━━━━━ DATA TO EXAMINE ━━━━━

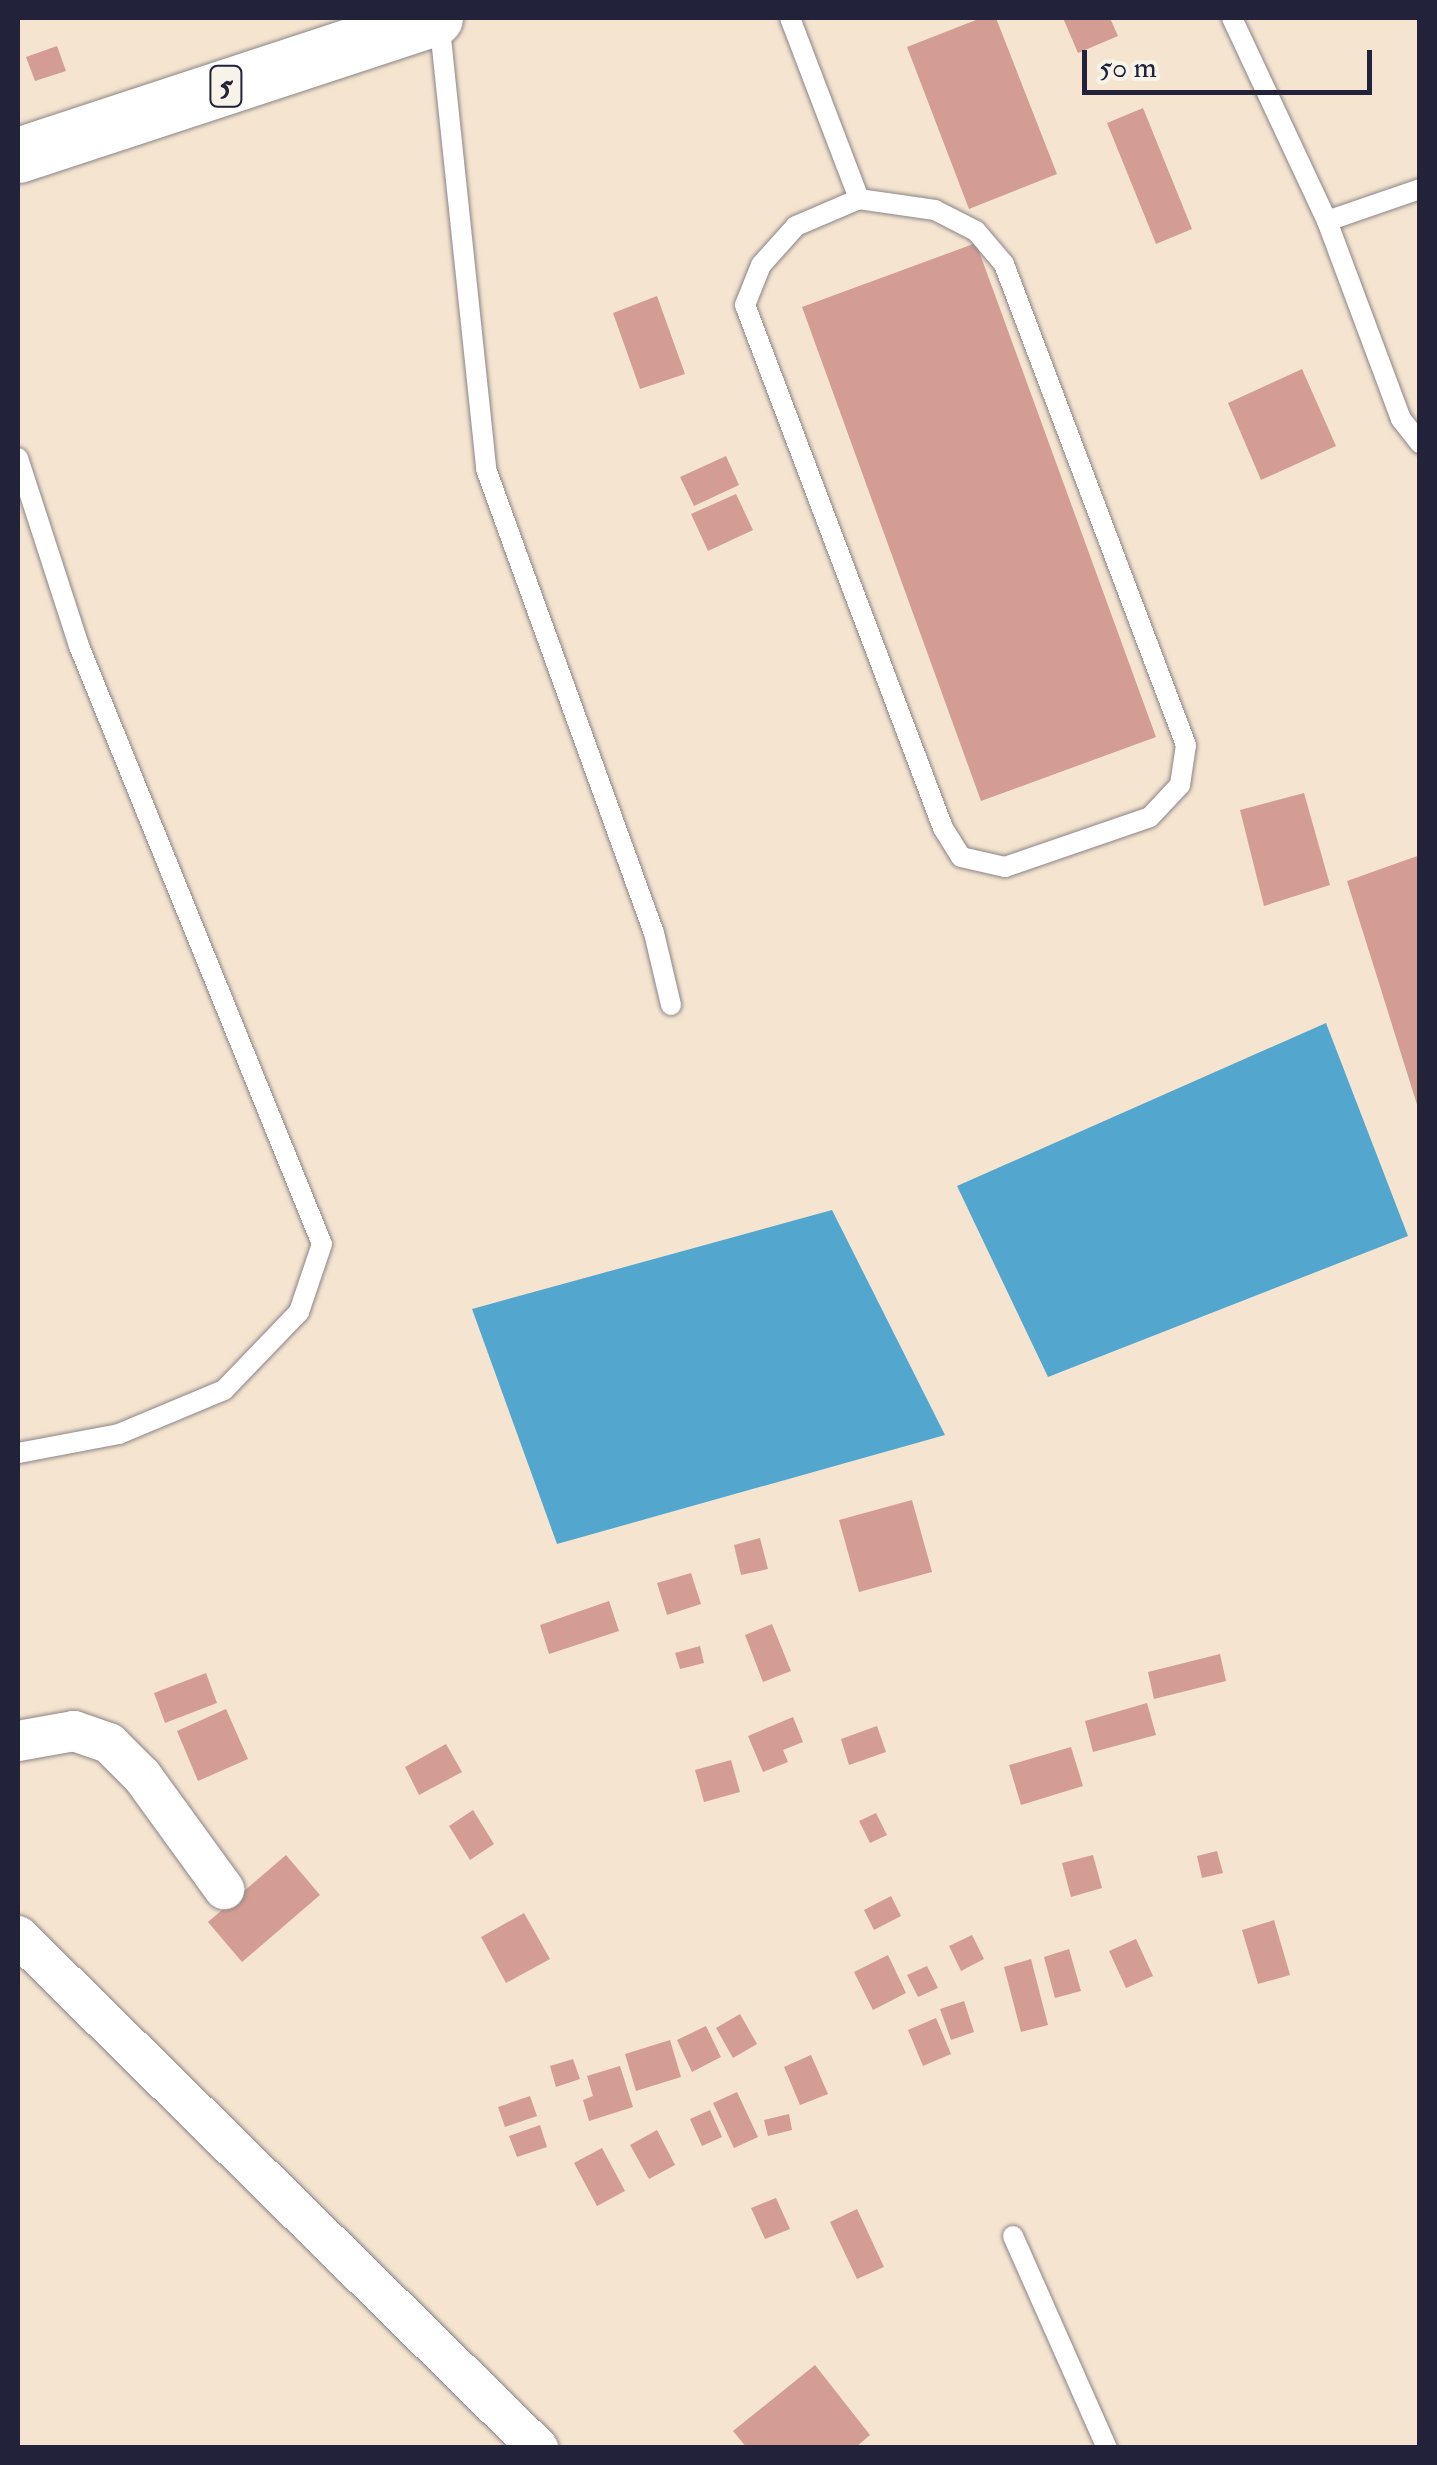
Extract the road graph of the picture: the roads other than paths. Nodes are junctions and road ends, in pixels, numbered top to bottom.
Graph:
1 (437, 18) edge
2 (790, 18) edge
3 (1232, 18) edge
4 (18, 156) edge
5 (1420, 189) edge
6 (859, 199) junction
7 (1327, 221) junction
8 (1410, 416) edge
9 (1420, 443) edge
10 (18, 458) edge
11 (671, 1005) dead end
12 (18, 1452) edge
13 (18, 1741) edge
14 (224, 1889) dead end
15 (18, 1936) edge
16 (1013, 2236) dead end
17 (538, 2448) edge
18 (1107, 2448) edge

1 - 4 highway, 5
1 - 11 lane
2 - 6 lane
3 - 7 lane
5 - 7 lane
6 - 6 lane
7 - 8 lane
8 - 9 lane
10 - 12 lane
13 - 14 street
15 - 17 street
16 - 18 lane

━━━━━

TASK DESCRIPTION: Could you reproduce all of the data above exactly and skip any image?

ANSWER SECTION:
Extract the road graph of the picture: the roads other than paths. Nodes are junctions and road ends, in pixels, numbered top to bottom.
Graph:
1 (437, 18) edge
2 (790, 18) edge
3 (1232, 18) edge
4 (18, 156) edge
5 (1420, 189) edge
6 (859, 199) junction
7 (1327, 221) junction
8 (1410, 416) edge
9 (1420, 443) edge
10 (18, 458) edge
11 (671, 1005) dead end
12 (18, 1452) edge
13 (18, 1741) edge
14 (224, 1889) dead end
15 (18, 1936) edge
16 (1013, 2236) dead end
17 (538, 2448) edge
18 (1107, 2448) edge

1 - 4 highway, 5
1 - 11 lane
2 - 6 lane
3 - 7 lane
5 - 7 lane
6 - 6 lane
7 - 8 lane
8 - 9 lane
10 - 12 lane
13 - 14 street
15 - 17 street
16 - 18 lane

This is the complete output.